Monday, March 21, 2011

Randall Williams, Huck Finn on 60 Minutes


I just watched "60 Minutes." I have always admired Randall Williams, both as an editor and a friend, but never more so than now, as his voice broke acknowledging the "sin"--a powerful, emotional, accurate word--of racism in Southern white people that the Movement helped to confront and thus transformed. But if on the "60 Minutes" interview he'd said the "evil" or the "immorality" or whatever of racism, I'd still have gotten the point.


Words are codes, but there's more than one code, and, as the Buddha said, ultimately a word is just a word. The meaning doesn't hinge on the word, but on the feeling, the awareness, the truth. It's a paradox of writing.


What is it about replacing "nigger" with "slave" in Huck Finn that inspires such absolute chest-beating outrage from the bourgeois lit crowd? I mean, is preserving 219 repetitions of an offensive and violent racist word that central to Twain's meaning? Do these academic critics love the N-word that much? Is it that titillating to them? That's what I wonder.
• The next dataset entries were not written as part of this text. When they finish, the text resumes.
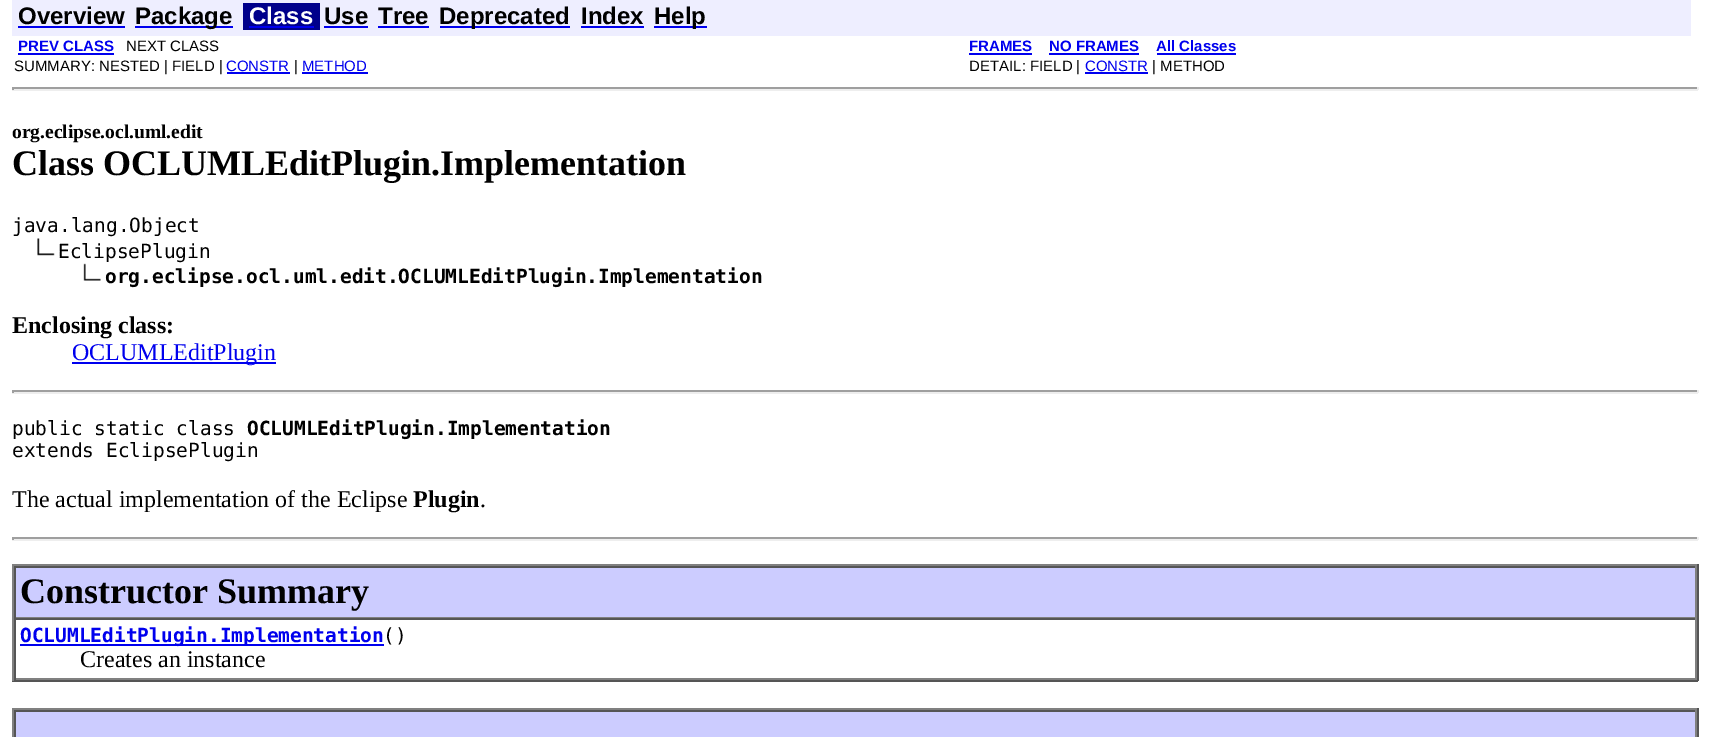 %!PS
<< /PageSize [1710 737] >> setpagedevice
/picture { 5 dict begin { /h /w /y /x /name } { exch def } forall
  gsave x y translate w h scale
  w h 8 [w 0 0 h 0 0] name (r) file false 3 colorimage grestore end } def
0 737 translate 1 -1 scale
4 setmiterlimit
1 setgray
0 0 1710 737 rectfill
0.933 0.933 1 setrgbcolor
12 0 1679 36 rectfill
/LiberationSans-Bold [24 0 0 -24 0 0] selectfont
0 setgray
18 24 moveto (Overview) show
0 0 0.933 setrgbcolor
18 26 107 2 rectfill
135 26 98 2 rectfill
0 setgray
135 24 moveto (Package) show
0 0 0.545 setrgbcolor
243 3 77 27 rectfill
1 setgray
249 24 moveto (Class) show
0 0 0.933 setrgbcolor
249 26 65 2 rectfill
0 setgray
324 24 moveto (Use) show
0 0 0.933 setrgbcolor
324 26 44 2 rectfill
0 setgray
378 24 moveto (Tree) show
0 0 0.933 setrgbcolor
378 26 51 2 rectfill
440 26 130 2 rectfill
0 setgray
439 24 moveto (Deprecated) show
581 24 moveto (Index) show
0 0 0.933 setrgbcolor
581 26 63 2 rectfill
654 26 53 2 rectfill
0 setgray
654 24 moveto (Help) show
/LiberationSans-Bold [15 0 0 -15 0 0] selectfont
0 0 0.933 setrgbcolor
18 51 moveto (PREV CLASS) show
18 53 96 2 rectfill
/LiberationSans-Regular [15 0 0 -15 0 0] selectfont
0 setgray
126 51 moveto (NEXT CLASS) show
/LiberationSans-Bold [15 0 0 -15 0 0] selectfont
0 0 0.933 setrgbcolor
969 51 moveto (FRAMES) show
969 53 63 2 rectfill
1049 51 moveto (NO FRAMES) show
1049 53 90 2 rectfill
1156 51 moveto (All Classes) show
1157 53 79 2 rectfill
/LiberationSans-Regular [15 0 0 -15 0 0] selectfont
0 setgray
14 71 moveto (SUMMARY: NESTED | FIELD |) show
0 0 0.933 setrgbcolor
226 71 moveto (CONSTR) show
227 72 63 2 rectfill
0 setgray
294 71 moveto (|) show
0 0 0.933 setrgbcolor
302 71 moveto (METHOD) show
302 72 66 2 rectfill
0 setgray
969 71 moveto (DETAIL: FIELD |) show
0 0 0.933 setrgbcolor
1085 71 moveto (CONSTR) show
1085 72 63 2 rectfill
0 setgray
1152 71 moveto (| METHOD) show
0.624 setgray
12 87 1686 2 rectfill
0.933 setgray
1697 87 2 3 rectfill
12 89 1686 2 rectfill
0.624 setgray
12 87 2 3 rectfill
/LiberationSerif-Bold [19.5 0 0 -19.5 0 0] selectfont
0 setgray
12 138 moveto (org.eclipse.ocl.uml.edit) show
/LiberationSerif-Bold [36 0 0 -36 0 0] selectfont
12 175 moveto (Class OCLUMLEditPlugin.Implementation) show
/DejaVuSansMono-Regular [19.5 0 0 -19.5 0 0] selectfont
12 232 moveto (java.lang.Object) show
(img1.rgb) 37 238 18 18 picture
58 258 moveto (EclipsePlugin) show
(img2.rgb) 83 263 18 18 picture
/DejaVuSansMono-Bold [19.5 0 0 -19.5 0 0] selectfont
105 283 moveto (org.eclipse.ocl.uml.edit.OCLUMLEditPlugin.Implementation) show
/LiberationSerif-Bold [24 0 0 -24 0 0] selectfont
12 333 moveto (Enclosing class:) show
0 0 0.933 setrgbcolor
72 362 204 2 rectfill
/LiberationSerif-Regular [24 0 0 -24 0 0] selectfont
72 360 moveto (OCLUMLEditPlugin) show
0.624 setgray
12 390 1686 2 rectfill
0.933 setgray
1697 390 2 3 rectfill
12 392 1686 2 rectfill
0.624 setgray
12 390 2 3 rectfill
/DejaVuSansMono-Regular [19.5 0 0 -19.5 0 0] selectfont
0 setgray
12 435 moveto (public static class) show
/DejaVuSansMono-Bold [19.5 0 0 -19.5 0 0] selectfont
247 435 moveto (OCLUMLEditPlugin.Implementation) show
/DejaVuSansMono-Regular [19.5 0 0 -19.5 0 0] selectfont
12 457 moveto (extends EclipsePlugin) show
/LiberationSerif-Regular [24 0 0 -24 0 0] selectfont
12 507 moveto (The actual implementation of the Eclipse) show
/LiberationSerif-Bold [24 0 0 -24 0 0] selectfont
413 507 moveto (Plugin) show
/LiberationSerif-Regular [24 0 0 -24 0 0] selectfont
480 507 moveto (.) show
0.624 setgray
12 537 1686 2 rectfill
0.933 setgray
1697 537 2 3 rectfill
12 539 1686 2 rectfill
0.624 setgray
12 537 2 3 rectfill
0.502 setgray
12 564 1686 2 rectfill
0.333 setgray
1697 564 2 117 rectfill
12 680 1686 2 rectfill
0.502 setgray
12 564 2 117 rectfill
0.8 0.8 1 setrgbcolor
16 568 1679 49 rectfill
0.333 setgray
14 566 1683 2 rectfill
0.502 setgray
1695 566 2 52 rectfill
14 617 1683 1 rectfill
0.333 setgray
14 566 2 52 rectfill
/LiberationSerif-Bold [36 0 0 -36 0 0] selectfont
0 setgray
20 603 moveto (Constructor Summary) show
0.333 setgray
14 618 1683 2 rectfill
0.502 setgray
1695 618 2 62 rectfill
14 678 1683 2 rectfill
0.333 setgray
14 618 2 62 rectfill
0 0 0.933 setrgbcolor
20 644 364 2 rectfill
/DejaVuSansMono-Bold [19.5 0 0 -19.5 0 0] selectfont
20 642 moveto (OCLUMLEditPlugin.Implementation) show
/DejaVuSansMono-Regular [19.5 0 0 -19.5 0 0] selectfont
0 setgray
383 642 moveto (\(\)) show
/LiberationSerif-Regular [24 0 0 -24 0 0] selectfont
80 667 moveto (Creates an instance) show
0.502 setgray
12 708 1686 2 rectfill
0.333 setgray
1697 708 2 29 rectfill
0.502 setgray
12 708 2 29 rectfill
0.8 0.8 1 setrgbcolor
16 712 1679 25 rectfill
0.333 setgray
14 710 1683 2 rectfill
0.502 setgray
1695 710 2 27 rectfill
0.333 setgray
14 710 2 27 rectfill
showpage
Suppose the book were translated into French, or Spanish, etc.? And suppose a slightly different connotative epithet were used. Would it make any difference? How many of us know if Homer has ever been translated accurately, or Tolstoy or Camus or for that matter the Bible? Or what about a foreign film where the subtitles or dubs are botched? Is the meaning lost in translation?


Twain was too good a writer to hang everything on what was a kind of slang, and who can say if he deliberately employed massive redundancy or if it simply was of no more concern to him than dozens of other phrasings or word choices, and that, had an editor called him on it, he might have replaced it with "slave" or something else. He was a man of commerce as well as letters.


But no one called him on it. That's not true anymore. Twain's masterpiece isn't at risk for being "sanitized." It is at risk for being banned. There's a difference. Now, because of this ridiculously controversial NewSouth edition (which at a 7,500 print run scarcely threatens the original text or the reading opportunities of adults) teachers who want to teach Huck to kids--or "children"-- in any of the thousands of classrooms where that is not allowed, now can do so. It's a trade-off worth the price of a racial epithet. I'll bet Twain would see it that way. And I'll bet Kindle will, too.